The global police-military continuum is today driven by ethno-religious nationalist ideologies that transform grief and victimhood into state violence. Just as Zionism, “a machine for the conversion of grief into power,” exploits Jewish victimhood to justify the brutality of the state, white Christian nationalism postures godly whites as victims to the ravages of “collectivism” and racial replacement. Israel receives near-unconditional support from America not because of its military-strategic value but for its ideological resonance. This could be why Palantir cofounder Alex Karp felt compelled to speak out against Palestinian solidarity protests: “If we lose the intellectual debate, you will not be able to deploy any armies in the west ever.”
This phenomenon is not limited to the far-right fringes. To the cop or the politician, the crime victim is less of a constituent than a convenient symbol to mobilize calls for violence and repression. This is part of why cops so vehemently contest the notion that pro-Palestine activists can be “victims” of police brutality.
The politics of victimhood redirect our attention away from the actual causes of structural marginalization and toward dramatized individual narratives of personal responsibility. This is precisely how America transitioned from the War on Poverty to the War on Crime—instead of full employment and housing for all, America built prisons to warehouse Black youth and flooded the streets with cops. In the 21st century, the American victim complex morphed into the War on Terror, centering anti-Arab racism and islamophobia in the carceral state’s long campaign to subjugate and exploit Blackness—a bloody trail from Attica to Abu Ghraib.

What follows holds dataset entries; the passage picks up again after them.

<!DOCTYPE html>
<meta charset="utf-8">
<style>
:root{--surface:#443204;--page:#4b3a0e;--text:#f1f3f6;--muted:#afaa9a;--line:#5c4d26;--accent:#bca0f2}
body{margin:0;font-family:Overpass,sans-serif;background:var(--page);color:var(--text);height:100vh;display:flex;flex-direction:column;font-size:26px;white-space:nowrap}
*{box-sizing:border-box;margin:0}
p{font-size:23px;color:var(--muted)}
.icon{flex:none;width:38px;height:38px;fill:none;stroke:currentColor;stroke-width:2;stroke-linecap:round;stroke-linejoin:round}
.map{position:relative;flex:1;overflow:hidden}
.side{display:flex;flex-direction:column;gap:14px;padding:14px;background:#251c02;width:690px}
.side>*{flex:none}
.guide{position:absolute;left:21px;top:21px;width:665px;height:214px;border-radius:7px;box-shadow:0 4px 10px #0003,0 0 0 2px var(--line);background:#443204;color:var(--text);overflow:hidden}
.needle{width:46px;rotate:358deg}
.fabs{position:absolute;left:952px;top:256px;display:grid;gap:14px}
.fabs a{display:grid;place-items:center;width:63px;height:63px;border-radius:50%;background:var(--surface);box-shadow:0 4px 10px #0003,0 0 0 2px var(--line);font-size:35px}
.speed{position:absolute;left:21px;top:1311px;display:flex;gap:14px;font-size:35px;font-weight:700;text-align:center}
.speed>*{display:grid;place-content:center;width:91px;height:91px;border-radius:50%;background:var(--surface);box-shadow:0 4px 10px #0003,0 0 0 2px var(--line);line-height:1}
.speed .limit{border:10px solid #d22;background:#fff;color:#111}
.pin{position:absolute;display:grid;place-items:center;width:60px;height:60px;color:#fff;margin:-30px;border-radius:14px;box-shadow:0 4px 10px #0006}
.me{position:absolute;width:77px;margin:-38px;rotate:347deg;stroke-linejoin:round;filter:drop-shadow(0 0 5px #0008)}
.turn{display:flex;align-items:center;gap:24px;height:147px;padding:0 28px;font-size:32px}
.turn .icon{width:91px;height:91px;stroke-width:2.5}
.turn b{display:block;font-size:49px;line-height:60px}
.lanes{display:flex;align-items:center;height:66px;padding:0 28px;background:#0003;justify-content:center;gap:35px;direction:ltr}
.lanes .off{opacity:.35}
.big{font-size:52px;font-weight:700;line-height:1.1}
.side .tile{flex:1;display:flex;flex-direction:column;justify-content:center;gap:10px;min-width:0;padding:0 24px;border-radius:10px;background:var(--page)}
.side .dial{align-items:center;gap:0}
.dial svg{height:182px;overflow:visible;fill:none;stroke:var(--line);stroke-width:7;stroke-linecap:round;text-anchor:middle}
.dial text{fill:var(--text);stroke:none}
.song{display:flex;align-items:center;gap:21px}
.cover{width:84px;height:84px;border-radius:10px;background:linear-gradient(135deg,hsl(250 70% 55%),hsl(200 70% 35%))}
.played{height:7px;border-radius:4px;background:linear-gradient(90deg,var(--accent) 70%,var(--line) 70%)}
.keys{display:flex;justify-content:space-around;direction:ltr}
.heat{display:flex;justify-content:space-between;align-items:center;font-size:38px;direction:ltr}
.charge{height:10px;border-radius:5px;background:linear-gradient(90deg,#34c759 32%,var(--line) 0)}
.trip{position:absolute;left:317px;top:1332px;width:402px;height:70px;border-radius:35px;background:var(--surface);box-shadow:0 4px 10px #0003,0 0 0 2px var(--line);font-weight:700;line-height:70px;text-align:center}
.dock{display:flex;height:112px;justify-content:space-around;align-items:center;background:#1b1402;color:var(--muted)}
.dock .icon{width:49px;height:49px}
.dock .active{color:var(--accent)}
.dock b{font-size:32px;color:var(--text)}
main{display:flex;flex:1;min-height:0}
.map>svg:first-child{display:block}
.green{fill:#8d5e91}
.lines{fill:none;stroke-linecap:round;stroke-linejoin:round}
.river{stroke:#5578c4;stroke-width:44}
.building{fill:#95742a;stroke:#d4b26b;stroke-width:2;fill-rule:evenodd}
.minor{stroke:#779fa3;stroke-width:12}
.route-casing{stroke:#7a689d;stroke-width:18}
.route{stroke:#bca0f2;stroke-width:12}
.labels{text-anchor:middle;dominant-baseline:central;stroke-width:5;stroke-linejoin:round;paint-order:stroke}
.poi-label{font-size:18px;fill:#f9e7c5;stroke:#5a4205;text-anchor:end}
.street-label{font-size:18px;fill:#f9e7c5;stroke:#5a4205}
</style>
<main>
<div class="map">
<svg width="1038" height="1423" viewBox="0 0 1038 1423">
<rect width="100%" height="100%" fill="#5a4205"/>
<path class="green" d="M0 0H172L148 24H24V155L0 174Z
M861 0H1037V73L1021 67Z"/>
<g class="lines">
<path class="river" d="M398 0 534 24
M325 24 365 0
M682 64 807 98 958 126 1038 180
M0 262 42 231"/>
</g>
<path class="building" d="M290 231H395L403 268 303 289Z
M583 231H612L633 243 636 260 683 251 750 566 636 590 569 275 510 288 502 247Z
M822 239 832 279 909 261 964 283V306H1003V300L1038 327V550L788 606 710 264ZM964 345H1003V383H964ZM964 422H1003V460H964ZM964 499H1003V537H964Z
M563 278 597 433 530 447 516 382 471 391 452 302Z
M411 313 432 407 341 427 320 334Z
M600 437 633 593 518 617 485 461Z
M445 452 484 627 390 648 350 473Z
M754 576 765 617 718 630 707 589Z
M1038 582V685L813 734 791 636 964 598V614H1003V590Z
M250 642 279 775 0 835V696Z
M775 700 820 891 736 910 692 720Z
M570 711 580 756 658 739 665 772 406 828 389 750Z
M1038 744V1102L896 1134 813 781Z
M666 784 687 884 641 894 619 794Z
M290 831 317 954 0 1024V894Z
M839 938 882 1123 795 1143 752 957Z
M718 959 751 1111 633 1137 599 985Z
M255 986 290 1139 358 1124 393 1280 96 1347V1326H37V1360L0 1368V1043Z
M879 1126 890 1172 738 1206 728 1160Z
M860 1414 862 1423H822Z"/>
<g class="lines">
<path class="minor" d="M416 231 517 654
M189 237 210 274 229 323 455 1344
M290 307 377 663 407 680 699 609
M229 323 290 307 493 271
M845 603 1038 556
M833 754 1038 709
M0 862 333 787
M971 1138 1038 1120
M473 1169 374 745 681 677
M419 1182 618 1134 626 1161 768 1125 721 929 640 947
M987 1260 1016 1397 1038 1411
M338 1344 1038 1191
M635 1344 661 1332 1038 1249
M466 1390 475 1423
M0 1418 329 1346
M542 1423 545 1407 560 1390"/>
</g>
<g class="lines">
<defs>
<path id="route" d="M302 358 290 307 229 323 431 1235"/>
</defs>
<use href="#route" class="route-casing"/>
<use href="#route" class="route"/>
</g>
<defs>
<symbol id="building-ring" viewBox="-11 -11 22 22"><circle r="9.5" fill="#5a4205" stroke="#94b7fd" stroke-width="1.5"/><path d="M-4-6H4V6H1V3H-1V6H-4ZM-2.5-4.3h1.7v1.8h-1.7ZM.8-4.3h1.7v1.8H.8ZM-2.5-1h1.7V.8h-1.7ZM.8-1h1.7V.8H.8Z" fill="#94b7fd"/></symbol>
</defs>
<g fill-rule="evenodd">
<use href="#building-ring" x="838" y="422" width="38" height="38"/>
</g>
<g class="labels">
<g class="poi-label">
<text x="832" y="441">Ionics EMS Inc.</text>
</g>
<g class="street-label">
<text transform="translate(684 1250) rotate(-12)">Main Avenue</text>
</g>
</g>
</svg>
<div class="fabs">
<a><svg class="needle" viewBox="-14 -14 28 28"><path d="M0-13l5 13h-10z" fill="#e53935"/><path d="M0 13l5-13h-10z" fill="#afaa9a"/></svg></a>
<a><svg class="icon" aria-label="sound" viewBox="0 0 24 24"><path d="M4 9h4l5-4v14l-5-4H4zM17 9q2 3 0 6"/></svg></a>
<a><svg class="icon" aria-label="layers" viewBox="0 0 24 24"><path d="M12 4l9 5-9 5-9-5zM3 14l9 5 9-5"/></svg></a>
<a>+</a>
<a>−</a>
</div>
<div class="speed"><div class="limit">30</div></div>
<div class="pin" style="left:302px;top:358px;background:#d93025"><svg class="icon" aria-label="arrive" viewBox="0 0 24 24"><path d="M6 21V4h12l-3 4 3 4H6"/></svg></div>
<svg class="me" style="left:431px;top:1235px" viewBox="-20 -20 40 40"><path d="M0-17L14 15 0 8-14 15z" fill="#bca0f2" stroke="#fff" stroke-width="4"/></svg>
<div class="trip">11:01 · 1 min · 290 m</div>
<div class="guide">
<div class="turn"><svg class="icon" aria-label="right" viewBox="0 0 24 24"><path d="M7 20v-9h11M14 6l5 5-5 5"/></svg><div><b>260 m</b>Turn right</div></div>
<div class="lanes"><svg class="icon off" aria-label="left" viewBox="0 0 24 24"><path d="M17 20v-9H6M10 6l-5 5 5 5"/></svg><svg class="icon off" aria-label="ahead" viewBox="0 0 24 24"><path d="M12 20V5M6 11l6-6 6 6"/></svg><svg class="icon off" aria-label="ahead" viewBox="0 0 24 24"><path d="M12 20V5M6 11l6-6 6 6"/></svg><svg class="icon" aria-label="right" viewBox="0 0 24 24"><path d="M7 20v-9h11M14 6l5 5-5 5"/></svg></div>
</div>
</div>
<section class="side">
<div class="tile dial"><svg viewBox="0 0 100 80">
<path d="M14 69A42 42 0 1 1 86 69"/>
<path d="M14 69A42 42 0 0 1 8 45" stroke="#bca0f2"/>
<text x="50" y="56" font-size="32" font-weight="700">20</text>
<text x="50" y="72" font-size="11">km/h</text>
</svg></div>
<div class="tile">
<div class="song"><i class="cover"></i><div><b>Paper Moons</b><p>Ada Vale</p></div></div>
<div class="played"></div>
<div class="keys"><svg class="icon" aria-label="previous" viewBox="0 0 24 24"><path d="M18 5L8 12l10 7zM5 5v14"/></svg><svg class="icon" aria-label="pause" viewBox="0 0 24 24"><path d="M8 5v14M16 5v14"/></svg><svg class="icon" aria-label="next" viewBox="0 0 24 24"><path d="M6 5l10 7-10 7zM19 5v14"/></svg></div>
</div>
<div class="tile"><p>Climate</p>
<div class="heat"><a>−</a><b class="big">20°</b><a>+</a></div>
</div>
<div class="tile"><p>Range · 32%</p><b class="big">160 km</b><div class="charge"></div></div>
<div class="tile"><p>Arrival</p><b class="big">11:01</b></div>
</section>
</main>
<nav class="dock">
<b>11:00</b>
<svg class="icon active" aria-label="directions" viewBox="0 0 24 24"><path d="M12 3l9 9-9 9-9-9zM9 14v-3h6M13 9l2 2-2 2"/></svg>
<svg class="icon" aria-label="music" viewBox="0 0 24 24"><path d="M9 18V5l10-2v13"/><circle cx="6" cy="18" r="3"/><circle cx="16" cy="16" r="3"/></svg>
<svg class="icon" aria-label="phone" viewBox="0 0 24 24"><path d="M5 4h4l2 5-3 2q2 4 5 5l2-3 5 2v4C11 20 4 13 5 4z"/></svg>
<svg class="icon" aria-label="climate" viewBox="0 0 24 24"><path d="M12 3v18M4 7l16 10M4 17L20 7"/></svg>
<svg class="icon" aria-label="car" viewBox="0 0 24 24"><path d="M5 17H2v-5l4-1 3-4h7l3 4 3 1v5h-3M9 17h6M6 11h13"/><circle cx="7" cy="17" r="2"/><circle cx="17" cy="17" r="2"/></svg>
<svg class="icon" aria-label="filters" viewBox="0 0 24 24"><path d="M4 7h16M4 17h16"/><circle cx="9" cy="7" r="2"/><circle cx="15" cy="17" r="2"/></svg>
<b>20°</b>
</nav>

We cannot build movements for solidarity and abundance if we do not fight against the carceral state—it will always stand against us. In tandem with the Israel Defense Forces, police crush dissent and uphold the racial capitalist system. If we do not escalate against them, we will not survive. To flourish and to build a world beyond the nationalist death drive requires us to reject the illusion that cops and prisons provide safety or serve the public, to stop their ever-growing plunder of public resources—and to abolish the police entirely.